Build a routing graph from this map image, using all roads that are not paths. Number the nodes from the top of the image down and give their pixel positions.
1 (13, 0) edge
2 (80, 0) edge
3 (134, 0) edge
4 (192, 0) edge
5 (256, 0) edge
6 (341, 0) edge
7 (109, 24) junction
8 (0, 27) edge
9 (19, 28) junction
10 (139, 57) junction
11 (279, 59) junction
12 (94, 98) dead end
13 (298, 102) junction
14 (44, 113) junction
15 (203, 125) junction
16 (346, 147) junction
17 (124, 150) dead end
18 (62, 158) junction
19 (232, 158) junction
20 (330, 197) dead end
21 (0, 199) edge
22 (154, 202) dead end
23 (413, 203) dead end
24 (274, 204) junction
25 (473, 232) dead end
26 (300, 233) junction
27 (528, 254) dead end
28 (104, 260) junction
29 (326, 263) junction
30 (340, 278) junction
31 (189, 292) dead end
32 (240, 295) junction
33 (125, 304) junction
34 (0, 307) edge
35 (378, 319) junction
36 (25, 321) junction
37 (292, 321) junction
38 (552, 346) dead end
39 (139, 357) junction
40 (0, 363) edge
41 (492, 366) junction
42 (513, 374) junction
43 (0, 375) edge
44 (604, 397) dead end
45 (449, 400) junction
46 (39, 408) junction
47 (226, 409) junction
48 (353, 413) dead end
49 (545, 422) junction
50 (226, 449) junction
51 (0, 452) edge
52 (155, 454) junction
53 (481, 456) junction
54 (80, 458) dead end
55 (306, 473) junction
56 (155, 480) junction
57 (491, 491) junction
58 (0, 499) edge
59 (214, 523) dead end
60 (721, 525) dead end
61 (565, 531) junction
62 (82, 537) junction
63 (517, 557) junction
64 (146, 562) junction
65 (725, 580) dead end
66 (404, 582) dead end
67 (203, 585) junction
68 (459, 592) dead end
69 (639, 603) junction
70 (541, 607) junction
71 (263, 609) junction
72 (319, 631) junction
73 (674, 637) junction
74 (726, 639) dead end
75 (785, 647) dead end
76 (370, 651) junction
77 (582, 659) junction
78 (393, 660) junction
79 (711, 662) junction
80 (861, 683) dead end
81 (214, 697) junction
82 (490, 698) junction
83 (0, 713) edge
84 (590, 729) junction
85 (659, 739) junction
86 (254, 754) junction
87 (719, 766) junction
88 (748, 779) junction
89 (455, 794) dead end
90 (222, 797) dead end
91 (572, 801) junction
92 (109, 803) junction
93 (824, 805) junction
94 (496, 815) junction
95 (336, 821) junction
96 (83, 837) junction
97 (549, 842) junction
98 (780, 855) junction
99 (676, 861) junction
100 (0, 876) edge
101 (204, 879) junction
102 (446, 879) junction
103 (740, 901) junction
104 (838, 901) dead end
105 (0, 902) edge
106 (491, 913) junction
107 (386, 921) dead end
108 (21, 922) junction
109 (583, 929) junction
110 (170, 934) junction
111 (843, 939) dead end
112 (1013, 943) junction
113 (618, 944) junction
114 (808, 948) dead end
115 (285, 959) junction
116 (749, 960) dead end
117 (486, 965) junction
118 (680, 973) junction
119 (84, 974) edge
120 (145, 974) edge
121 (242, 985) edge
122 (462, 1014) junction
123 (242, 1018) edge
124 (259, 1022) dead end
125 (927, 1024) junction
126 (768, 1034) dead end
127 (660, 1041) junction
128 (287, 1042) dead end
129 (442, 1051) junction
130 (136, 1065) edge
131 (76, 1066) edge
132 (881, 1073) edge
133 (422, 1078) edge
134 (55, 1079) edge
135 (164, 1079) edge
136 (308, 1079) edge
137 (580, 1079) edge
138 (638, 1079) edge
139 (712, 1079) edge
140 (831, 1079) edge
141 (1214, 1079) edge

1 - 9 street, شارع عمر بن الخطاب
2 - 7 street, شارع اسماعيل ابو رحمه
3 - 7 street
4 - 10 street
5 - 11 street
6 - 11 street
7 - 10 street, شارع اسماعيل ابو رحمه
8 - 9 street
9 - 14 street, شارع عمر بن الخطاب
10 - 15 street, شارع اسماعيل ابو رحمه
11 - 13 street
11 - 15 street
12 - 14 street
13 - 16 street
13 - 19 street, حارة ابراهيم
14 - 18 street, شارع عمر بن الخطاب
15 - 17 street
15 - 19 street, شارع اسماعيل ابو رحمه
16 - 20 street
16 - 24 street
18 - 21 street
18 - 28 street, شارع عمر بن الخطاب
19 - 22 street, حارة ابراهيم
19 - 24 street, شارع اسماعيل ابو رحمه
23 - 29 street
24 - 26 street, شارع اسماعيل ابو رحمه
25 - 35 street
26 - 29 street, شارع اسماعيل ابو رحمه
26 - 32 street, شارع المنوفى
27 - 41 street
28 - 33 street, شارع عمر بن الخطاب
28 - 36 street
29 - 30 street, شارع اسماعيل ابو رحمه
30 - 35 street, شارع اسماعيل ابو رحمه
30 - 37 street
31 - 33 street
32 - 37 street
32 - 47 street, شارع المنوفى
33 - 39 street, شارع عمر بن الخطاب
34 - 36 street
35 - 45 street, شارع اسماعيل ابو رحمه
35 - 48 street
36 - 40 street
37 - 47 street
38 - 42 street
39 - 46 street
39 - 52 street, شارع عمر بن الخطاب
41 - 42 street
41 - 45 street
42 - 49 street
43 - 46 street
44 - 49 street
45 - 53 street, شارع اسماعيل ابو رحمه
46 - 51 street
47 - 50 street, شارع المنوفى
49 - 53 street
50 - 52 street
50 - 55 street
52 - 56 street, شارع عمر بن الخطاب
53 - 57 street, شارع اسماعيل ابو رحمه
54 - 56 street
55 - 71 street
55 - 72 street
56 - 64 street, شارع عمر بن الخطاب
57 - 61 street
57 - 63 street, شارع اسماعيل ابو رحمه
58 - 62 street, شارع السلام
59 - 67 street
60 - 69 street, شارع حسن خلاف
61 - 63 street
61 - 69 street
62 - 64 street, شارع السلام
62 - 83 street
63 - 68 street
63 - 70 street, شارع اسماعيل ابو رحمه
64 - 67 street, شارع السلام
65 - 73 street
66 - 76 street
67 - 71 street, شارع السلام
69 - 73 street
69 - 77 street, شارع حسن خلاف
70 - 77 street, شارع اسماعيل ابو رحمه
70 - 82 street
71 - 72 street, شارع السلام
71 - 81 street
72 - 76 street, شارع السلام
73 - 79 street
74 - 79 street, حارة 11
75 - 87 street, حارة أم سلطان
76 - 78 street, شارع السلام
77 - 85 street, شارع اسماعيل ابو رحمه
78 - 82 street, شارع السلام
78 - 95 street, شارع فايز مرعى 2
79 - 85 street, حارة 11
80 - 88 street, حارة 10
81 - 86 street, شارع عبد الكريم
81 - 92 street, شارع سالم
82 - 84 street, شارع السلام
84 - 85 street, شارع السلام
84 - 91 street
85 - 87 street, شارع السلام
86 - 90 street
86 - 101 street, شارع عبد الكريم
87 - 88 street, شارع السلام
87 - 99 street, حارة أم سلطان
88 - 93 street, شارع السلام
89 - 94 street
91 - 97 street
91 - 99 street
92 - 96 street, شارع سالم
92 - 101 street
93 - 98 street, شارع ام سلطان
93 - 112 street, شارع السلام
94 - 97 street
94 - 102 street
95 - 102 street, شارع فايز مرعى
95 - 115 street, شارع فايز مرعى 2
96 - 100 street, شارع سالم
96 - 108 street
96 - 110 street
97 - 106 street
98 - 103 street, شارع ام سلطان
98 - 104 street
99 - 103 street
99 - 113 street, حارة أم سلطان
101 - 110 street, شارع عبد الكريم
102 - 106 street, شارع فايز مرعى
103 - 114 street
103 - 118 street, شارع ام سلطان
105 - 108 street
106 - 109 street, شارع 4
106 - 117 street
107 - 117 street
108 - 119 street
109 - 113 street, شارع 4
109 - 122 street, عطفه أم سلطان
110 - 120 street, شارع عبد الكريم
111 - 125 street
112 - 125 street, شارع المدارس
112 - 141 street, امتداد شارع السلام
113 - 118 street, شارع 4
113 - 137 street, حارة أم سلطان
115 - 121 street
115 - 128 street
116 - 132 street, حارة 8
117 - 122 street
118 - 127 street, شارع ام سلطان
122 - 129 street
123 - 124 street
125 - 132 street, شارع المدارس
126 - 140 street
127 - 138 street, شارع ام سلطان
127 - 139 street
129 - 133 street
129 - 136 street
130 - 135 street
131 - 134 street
---
** BRIEF **
Which lines above contain the word "سالم"? List them.

** RESPONSE AREA **
81 - 92 street, شارع سالم
92 - 96 street, شارع سالم
96 - 100 street, شارع سالم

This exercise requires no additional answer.